A cela, s’ajoute la formation générale et universitaire du journaliste qui, le plus souvent, ne le prédispose pas à traiter efficacement et d’une manière intelligible et pédagogique l’information statistique.

Dans la plupart des cas, cette dernière n’est pas donnée en chiffre absolu (information brute), mais translatée en moyenne pondérée, ratios, graphes en courbes, taux de corrélation,…etc. Pour pouvoir décrypter ces outils et surtout pour leur donner un sens pratique qui sera matérialisé, dans l’article de presse, par des mots ou d’autres chiffres plus simplifiés ou plus accessibles au lecteur, il faut, avouons-le, un minimum de formation en la matière.

Il faut dire aussi que les publications périodiques et les journaux spécialisés dans le domaine, capables de vulgariser des concepts et des outils statistiques, commencent à peine a connaître les faveurs des lecteurs.

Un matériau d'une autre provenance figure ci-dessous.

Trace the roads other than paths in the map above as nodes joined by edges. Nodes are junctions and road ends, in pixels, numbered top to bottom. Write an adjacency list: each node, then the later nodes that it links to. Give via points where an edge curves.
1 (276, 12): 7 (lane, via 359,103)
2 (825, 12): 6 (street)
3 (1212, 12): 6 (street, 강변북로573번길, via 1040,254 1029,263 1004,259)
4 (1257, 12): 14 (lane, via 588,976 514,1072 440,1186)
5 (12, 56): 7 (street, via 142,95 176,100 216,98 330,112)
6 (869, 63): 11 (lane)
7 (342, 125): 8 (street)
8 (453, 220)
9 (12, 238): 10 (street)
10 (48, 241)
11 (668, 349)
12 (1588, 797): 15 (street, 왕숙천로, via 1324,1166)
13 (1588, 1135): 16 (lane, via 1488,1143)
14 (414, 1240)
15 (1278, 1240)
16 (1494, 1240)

Certains quotidiens nationaux ont même créé leur supplément économique pour combler un tant soit peu, le déficit en information économique.

Il va sans dire que les statistiques, inventaires et recensements ne suffisent pas, à eux seuls, à instaurer la cohérence et l’appréhension globale du sujet traité.

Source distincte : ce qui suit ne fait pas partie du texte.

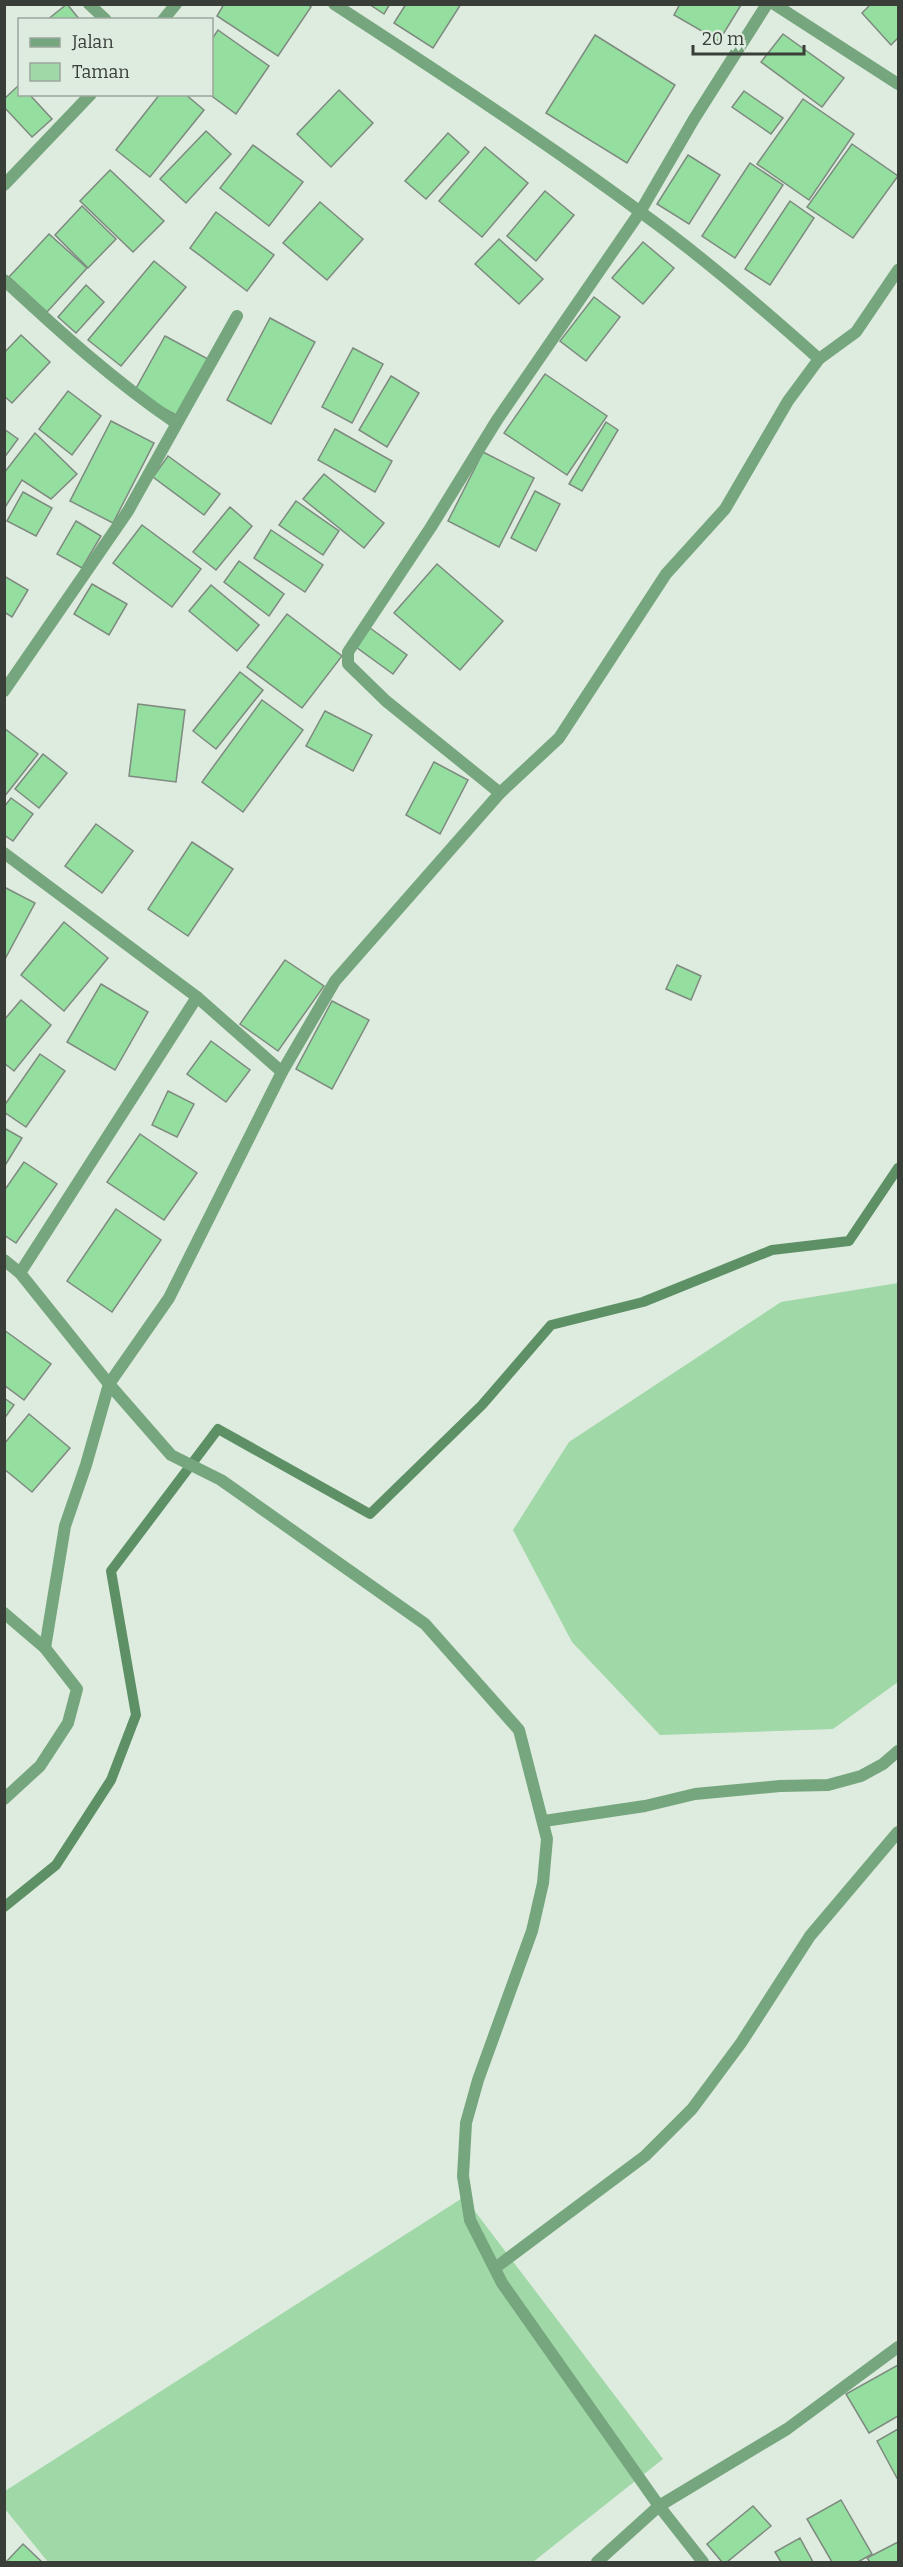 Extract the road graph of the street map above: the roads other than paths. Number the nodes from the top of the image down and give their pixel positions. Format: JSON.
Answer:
{"nodes":[{"id":1,"x":89,"y":4,"type":"edge"},
{"id":2,"x":176,"y":4,"type":"edge"},
{"id":3,"x":334,"y":4,"type":"edge"},
{"id":4,"x":767,"y":4,"type":"edge"},
{"id":5,"x":774,"y":4,"type":"edge"},
{"id":6,"x":104,"y":18,"type":"edge"},
{"id":7,"x":165,"y":18,"type":"edge"},
{"id":8,"x":898,"y":84,"type":"edge"},
{"id":9,"x":89,"y":96,"type":"edge"},
{"id":10,"x":4,"y":184,"type":"edge"},
{"id":11,"x":640,"y":212,"type":"junction"},
{"id":12,"x":898,"y":270,"type":"edge"},
{"id":13,"x":4,"y":280,"type":"edge"},
{"id":14,"x":237,"y":316,"type":"dead end"},
{"id":15,"x":819,"y":359,"type":"junction"},
{"id":16,"x":176,"y":423,"type":"junction"},
{"id":17,"x":4,"y":692,"type":"edge"},
{"id":18,"x":500,"y":793,"type":"junction"},
{"id":19,"x":4,"y":853,"type":"edge"},
{"id":20,"x":197,"y":997,"type":"junction"},
{"id":21,"x":282,"y":1072,"type":"junction"},
{"id":22,"x":4,"y":1260,"type":"edge"},
{"id":23,"x":20,"y":1273,"type":"junction"},
{"id":24,"x":109,"y":1384,"type":"junction"},
{"id":25,"x":4,"y":1613,"type":"edge"},
{"id":26,"x":45,"y":1648,"type":"junction"},
{"id":27,"x":898,"y":1751,"type":"edge"},
{"id":28,"x":4,"y":1799,"type":"edge"},
{"id":29,"x":544,"y":1821,"type":"junction"},
{"id":30,"x":898,"y":1832,"type":"edge"},
{"id":31,"x":495,"y":2268,"type":"junction"},
{"id":32,"x":898,"y":2347,"type":"edge"},
{"id":33,"x":659,"y":2506,"type":"junction"},
{"id":34,"x":597,"y":2562,"type":"edge"},
{"id":35,"x":703,"y":2562,"type":"edge"}],
"edges":[{"from":1,"to":6,"type":"street"},
{"from":2,"to":7,"type":"street"},
{"from":3,"to":11,"type":"street"},
{"from":4,"to":11,"type":"street"},
{"from":5,"to":8,"type":"street"},
{"from":9,"to":10,"type":"street"},
{"from":11,"to":15,"type":"street"},
{"from":11,"to":18,"type":"street"},
{"from":12,"to":15,"type":"street"},
{"from":13,"to":16,"type":"street"},
{"from":14,"to":16,"type":"street"},
{"from":15,"to":18,"type":"street"},
{"from":16,"to":17,"type":"street"},
{"from":18,"to":21,"type":"street"},
{"from":19,"to":20,"type":"street"},
{"from":20,"to":21,"type":"street"},
{"from":20,"to":23,"type":"street"},
{"from":21,"to":24,"type":"street"},
{"from":22,"to":23,"type":"street"},
{"from":23,"to":24,"type":"street"},
{"from":24,"to":26,"type":"street"},
{"from":24,"to":29,"type":"street"},
{"from":25,"to":26,"type":"street"},
{"from":26,"to":28,"type":"street"},
{"from":27,"to":29,"type":"street"},
{"from":29,"to":31,"type":"street"},
{"from":30,"to":31,"type":"street"},
{"from":31,"to":33,"type":"street"},
{"from":32,"to":33,"type":"street"},
{"from":33,"to":34,"type":"street"},
{"from":33,"to":35,"type":"street"}]}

La connaissance de la géographie humaine, du droit commercial, du droit des entreprises, du code des investissements et d’autres législations spécifiques s’avère parfois d’un précieux secours. Bref, outre une formation universitaire qui devrait revoir ses ambitions à la hausse, les jeunes praticiens de l’information sont plus que jamais appelés à s’inscrire dans une dynamique de formation continue qui peut revêtir plusieurs formes : formation à la carte dans des centres ou instituts spécialisés, dans des entreprises industrielles, au niveau de l’administration (fonction publique), participation à des circuits touristiques,…En tout cas, la nécessité du journalisme spécialisé, prise en charge dans les pays développés depuis longtemps, se fera sentir dans notre pays au fur et à mesure de la formation du lectorat –qui développera ses exigences propres- et de la complexité/diversité de l’actualité appelée à être traitée par le journaliste (nouvelles spécialités judiciaires versées dans la bioéthique, les arbitrages économiques ; les défis écologiques, les nouvelles technologies de l’information,…). Le souci de la spécialisation a aussi été évoqué avec insistance par le nouveau ministre délégué à la Communication, Azeddine Mihoubi qui estime que l’on ne peut développer les compétences des journalistes et la qualité du produit que par une spécialisation accrue.